▶ **Instructions for the task**
For this exercise, please find the lines in the entries that include the word "roads" and copy them.

# # # #

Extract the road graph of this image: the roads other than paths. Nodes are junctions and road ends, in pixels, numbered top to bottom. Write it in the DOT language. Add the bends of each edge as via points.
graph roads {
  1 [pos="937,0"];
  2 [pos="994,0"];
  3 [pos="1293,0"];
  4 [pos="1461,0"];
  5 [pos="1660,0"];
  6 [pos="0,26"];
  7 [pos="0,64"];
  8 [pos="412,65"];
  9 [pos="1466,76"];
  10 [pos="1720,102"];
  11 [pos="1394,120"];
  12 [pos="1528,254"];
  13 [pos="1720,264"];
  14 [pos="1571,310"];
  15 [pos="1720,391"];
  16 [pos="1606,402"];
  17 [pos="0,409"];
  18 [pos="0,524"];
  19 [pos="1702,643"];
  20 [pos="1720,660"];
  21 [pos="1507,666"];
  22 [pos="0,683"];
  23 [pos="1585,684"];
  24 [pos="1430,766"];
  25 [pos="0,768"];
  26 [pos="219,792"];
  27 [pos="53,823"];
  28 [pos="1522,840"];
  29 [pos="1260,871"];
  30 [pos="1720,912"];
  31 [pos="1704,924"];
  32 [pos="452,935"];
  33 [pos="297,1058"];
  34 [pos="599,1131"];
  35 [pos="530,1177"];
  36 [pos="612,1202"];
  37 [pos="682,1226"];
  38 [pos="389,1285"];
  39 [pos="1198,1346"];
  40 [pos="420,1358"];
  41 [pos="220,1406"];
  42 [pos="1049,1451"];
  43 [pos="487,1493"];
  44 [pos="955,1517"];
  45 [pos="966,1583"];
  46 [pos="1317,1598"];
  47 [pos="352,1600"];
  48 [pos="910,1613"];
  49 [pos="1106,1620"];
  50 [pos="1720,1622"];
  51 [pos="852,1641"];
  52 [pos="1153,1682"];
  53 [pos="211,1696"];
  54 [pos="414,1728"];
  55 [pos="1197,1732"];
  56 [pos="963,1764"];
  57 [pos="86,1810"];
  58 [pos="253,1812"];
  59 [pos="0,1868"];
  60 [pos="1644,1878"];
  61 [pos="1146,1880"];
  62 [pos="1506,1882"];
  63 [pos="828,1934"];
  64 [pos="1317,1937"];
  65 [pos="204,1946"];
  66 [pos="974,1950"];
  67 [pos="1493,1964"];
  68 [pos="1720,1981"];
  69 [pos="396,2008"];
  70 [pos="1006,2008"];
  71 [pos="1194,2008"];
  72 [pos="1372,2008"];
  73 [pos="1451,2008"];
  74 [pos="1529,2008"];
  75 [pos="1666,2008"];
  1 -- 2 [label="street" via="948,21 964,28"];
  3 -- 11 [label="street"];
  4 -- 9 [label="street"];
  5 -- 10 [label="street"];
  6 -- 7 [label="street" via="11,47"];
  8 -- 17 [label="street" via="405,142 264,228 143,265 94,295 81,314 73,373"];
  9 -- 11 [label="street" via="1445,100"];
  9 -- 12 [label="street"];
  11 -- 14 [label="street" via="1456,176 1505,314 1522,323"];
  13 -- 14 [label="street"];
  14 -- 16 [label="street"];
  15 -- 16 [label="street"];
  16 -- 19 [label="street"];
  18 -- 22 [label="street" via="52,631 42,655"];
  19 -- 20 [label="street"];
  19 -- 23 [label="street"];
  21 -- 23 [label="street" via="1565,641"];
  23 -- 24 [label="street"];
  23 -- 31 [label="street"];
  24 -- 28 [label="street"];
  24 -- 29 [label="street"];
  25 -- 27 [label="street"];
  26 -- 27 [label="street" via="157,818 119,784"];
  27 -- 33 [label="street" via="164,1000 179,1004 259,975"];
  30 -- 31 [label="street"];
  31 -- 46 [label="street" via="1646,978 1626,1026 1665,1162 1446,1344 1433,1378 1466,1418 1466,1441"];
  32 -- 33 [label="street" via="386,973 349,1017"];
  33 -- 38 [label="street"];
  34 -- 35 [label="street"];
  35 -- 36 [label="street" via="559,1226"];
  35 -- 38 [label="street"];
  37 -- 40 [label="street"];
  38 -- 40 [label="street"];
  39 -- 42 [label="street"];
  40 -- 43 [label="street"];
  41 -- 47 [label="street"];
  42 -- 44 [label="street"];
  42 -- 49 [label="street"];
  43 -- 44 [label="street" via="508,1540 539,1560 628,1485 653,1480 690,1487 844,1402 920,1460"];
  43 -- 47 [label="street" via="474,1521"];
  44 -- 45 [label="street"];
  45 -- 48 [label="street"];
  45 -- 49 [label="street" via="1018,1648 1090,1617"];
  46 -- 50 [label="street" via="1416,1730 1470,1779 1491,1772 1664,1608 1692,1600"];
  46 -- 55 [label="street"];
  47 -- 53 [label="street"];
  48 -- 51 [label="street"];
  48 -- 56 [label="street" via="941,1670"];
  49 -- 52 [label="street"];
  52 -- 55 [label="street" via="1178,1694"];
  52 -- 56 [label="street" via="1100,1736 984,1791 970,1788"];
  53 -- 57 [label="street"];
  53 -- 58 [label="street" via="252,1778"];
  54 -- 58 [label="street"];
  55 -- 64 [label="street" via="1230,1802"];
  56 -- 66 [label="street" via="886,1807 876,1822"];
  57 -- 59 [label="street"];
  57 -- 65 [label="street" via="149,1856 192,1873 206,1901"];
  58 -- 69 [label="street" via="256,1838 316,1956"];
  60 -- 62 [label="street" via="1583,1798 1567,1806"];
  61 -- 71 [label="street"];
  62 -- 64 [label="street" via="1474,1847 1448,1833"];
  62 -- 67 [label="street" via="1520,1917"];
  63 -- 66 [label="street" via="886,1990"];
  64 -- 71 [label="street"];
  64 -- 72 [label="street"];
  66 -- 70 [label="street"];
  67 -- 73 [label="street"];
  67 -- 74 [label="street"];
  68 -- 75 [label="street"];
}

# # # #

▶ **Response for this exercise**
Extract the road graph of this image: the roads other than paths. Nodes are junctions and road ends, in pixels, numbered top to bottom. Write it in the DOT language. Add the bends of each edge as via points.
graph roads {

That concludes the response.